A rede elétrica nacional de Cuba entrou em colapso no fim da noite deste domingo (2). O incidente deixou no escuro a ilha que possui cerca de 10 milhões de habitantes. A União Elétrica de Cuba (UNE), empresa estatal do setor, confirmou a desconexão total do sistema por meio de publicações em redes sociais.
Colapso da rede elétrica em Cuba: o que aconteceu
A falha generalizada atingiu a totalidade do Sistema Nacional de Energia Elétrica (SEN). A empresa estatal não divulgou detalhes técnicos imediatos sobre a causa da pane.
Esforços de recuperação começaram na madrugada de segunda-feira (3). A operadora informou que duas unidades da usina Energas Boca de Jaruco, situada a 50 km a leste de Havana, estavam sendo sincronizadas ao sistema.
Histórico recente de apagões
A crise energética se intensificou nos últimos meses. Apenas em julho, o país registrou três apagões nacionais. No sábado (1), ocorreu uma interrupção parcial que afetou cinco províncias: Pinar del Río, Artemisa, Mayabeque, Havana e Matanza.
Os números indicam uma instabilidade sistêmica. Desde o início de 2026, a ilha enfrentou seis apagões generalizados. Se considerar o período desde o final de 2024, o total de cortes massivos chega a 11 episódios.
Causas: infraestrutura obsoleta e bloqueio de petróleo
A fragilidade do sistema é resultado da combinação entre equipamentos envelhecidos e a falta de insumos. O cenário foi agravado por um bloqueio de petróleo imposto pelos Estados Unidos.

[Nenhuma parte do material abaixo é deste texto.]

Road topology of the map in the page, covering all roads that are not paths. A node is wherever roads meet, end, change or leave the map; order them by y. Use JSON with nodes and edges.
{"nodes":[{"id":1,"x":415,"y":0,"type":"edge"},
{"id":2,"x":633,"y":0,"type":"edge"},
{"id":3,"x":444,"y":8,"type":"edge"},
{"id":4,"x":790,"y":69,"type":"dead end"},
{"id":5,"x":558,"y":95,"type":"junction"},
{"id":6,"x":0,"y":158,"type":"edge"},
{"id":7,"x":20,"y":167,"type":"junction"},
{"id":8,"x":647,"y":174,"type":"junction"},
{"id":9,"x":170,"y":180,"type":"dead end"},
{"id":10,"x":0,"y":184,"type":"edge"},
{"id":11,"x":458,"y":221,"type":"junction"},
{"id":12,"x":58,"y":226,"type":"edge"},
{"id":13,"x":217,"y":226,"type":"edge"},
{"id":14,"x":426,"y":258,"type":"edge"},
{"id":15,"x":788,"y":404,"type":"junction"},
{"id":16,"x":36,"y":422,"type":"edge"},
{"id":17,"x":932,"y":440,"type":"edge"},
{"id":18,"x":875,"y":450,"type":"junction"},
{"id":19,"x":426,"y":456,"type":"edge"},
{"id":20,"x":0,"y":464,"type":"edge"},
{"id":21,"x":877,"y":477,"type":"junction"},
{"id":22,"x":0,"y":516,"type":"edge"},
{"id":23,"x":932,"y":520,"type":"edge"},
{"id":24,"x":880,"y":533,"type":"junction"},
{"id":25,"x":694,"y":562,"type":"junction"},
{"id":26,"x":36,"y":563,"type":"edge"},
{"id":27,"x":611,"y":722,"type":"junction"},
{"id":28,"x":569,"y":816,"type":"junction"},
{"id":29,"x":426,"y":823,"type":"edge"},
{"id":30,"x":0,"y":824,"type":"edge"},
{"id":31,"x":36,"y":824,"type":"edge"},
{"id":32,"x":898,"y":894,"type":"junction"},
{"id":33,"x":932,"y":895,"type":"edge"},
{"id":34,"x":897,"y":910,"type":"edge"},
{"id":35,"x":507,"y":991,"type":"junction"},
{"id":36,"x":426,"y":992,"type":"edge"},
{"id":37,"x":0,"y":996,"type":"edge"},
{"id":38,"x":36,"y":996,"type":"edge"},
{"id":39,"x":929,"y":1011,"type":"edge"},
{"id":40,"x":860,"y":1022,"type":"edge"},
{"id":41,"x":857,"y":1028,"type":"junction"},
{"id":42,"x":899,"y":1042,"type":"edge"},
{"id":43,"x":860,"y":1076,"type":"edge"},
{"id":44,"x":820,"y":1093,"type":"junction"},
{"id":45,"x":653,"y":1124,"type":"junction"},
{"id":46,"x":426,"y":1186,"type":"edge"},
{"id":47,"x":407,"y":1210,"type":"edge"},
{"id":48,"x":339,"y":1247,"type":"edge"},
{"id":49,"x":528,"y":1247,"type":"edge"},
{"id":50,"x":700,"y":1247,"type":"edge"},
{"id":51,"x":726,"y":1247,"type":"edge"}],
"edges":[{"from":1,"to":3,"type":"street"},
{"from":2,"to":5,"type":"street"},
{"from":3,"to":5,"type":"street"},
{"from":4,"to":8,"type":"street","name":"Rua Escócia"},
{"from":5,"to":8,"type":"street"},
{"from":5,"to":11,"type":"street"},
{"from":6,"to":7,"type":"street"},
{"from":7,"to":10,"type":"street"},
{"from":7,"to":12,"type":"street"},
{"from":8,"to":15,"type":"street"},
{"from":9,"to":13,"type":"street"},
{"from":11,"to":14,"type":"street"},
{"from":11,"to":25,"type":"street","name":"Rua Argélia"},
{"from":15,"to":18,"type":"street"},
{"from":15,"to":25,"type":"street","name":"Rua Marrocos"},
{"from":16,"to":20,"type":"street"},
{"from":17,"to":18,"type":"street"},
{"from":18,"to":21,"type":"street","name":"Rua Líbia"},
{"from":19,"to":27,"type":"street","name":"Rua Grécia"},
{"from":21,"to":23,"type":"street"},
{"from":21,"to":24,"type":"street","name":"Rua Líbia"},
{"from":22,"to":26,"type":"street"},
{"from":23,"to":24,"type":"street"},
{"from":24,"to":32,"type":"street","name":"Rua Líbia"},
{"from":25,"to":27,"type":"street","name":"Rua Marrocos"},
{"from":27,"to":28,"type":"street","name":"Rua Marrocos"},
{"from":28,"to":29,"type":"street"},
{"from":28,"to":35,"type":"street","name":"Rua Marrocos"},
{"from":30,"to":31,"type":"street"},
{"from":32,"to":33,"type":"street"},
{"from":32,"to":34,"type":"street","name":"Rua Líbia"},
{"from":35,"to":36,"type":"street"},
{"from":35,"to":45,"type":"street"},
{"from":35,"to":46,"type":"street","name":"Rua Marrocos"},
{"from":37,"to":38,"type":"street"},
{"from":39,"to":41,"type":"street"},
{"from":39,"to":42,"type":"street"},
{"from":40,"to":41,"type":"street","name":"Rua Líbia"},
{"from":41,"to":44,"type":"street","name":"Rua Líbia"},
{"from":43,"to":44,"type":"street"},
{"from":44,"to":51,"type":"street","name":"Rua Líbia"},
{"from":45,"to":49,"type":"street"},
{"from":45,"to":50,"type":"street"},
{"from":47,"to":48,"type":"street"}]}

Cuba perdeu a Venezuela como principal fornecedora de combustível após Washington remover Nicolás Maduro do poder em 3 de janeiro. Além disso, as importações vindas do México foram interrompidas devido à pressão do governo de Donald Trump.
Impactos políticos e medidas de contingência
O presidente Miguel Díaz-Canel classificou a situação como uma política genocida. A União Elétrica de Cuba afirmou que a queda do sistema é consequência direta da asfixia energética orquestrada pelos EUA.
Para mitigar os danos, o governo ativou protocolos de contingência para priorizar hospitais e o abastecimento de água. Recentemente, Havana também autorizou a primeira importação de combustível com apoio estrangeiro e permitiu que quase 200 empresas participem da distribuição atacadista.